What is being asked: These entries must be printed again exactly as they are.

Collected data entries
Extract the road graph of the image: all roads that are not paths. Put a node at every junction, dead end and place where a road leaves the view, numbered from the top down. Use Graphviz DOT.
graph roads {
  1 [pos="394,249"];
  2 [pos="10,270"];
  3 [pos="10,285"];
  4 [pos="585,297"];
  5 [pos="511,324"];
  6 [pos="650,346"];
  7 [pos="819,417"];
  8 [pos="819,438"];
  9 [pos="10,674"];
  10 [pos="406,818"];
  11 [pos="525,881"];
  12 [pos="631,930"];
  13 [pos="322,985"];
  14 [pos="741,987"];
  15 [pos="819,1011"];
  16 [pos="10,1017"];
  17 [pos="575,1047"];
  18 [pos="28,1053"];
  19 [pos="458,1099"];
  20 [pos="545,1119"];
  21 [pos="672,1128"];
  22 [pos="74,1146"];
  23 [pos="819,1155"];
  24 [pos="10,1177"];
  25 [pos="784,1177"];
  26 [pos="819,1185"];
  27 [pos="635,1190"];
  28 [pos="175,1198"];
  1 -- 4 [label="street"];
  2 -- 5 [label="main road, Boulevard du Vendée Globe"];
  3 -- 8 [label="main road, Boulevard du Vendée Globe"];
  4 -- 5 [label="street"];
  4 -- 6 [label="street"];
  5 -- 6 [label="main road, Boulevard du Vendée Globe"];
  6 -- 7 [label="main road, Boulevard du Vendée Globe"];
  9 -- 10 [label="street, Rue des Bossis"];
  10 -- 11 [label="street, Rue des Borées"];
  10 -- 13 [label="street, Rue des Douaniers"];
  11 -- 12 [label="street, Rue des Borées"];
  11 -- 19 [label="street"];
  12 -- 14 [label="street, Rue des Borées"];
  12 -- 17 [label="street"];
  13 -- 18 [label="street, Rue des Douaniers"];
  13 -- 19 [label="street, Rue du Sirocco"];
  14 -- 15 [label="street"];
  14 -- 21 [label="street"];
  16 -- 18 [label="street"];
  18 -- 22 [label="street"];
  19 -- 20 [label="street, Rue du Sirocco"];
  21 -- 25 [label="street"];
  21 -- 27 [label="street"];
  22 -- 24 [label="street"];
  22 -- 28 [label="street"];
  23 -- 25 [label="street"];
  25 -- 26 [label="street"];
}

Answer space:
Extract the road graph of the image: all roads that are not paths. Put a node at every junction, dead end and place where a road leaves the view, numbered from the top down. Use Graphviz DOT.
graph roads {
  1 [pos="394,249"];
  2 [pos="10,270"];
  3 [pos="10,285"];
  4 [pos="585,297"];
  5 [pos="511,324"];
  6 [pos="650,346"];
  7 [pos="819,417"];
  8 [pos="819,438"];
  9 [pos="10,674"];
  10 [pos="406,818"];
  11 [pos="525,881"];
  12 [pos="631,930"];
  13 [pos="322,985"];
  14 [pos="741,987"];
  15 [pos="819,1011"];
  16 [pos="10,1017"];
  17 [pos="575,1047"];
  18 [pos="28,1053"];
  19 [pos="458,1099"];
  20 [pos="545,1119"];
  21 [pos="672,1128"];
  22 [pos="74,1146"];
  23 [pos="819,1155"];
  24 [pos="10,1177"];
  25 [pos="784,1177"];
  26 [pos="819,1185"];
  27 [pos="635,1190"];
  28 [pos="175,1198"];
  1 -- 4 [label="street"];
  2 -- 5 [label="main road, Boulevard du Vendée Globe"];
  3 -- 8 [label="main road, Boulevard du Vendée Globe"];
  4 -- 5 [label="street"];
  4 -- 6 [label="street"];
  5 -- 6 [label="main road, Boulevard du Vendée Globe"];
  6 -- 7 [label="main road, Boulevard du Vendée Globe"];
  9 -- 10 [label="street, Rue des Bossis"];
  10 -- 11 [label="street, Rue des Borées"];
  10 -- 13 [label="street, Rue des Douaniers"];
  11 -- 12 [label="street, Rue des Borées"];
  11 -- 19 [label="street"];
  12 -- 14 [label="street, Rue des Borées"];
  12 -- 17 [label="street"];
  13 -- 18 [label="street, Rue des Douaniers"];
  13 -- 19 [label="street, Rue du Sirocco"];
  14 -- 15 [label="street"];
  14 -- 21 [label="street"];
  16 -- 18 [label="street"];
  18 -- 22 [label="street"];
  19 -- 20 [label="street, Rue du Sirocco"];
  21 -- 25 [label="street"];
  21 -- 27 [label="street"];
  22 -- 24 [label="street"];
  22 -- 28 [label="street"];
  23 -- 25 [label="street"];
  25 -- 26 [label="street"];
}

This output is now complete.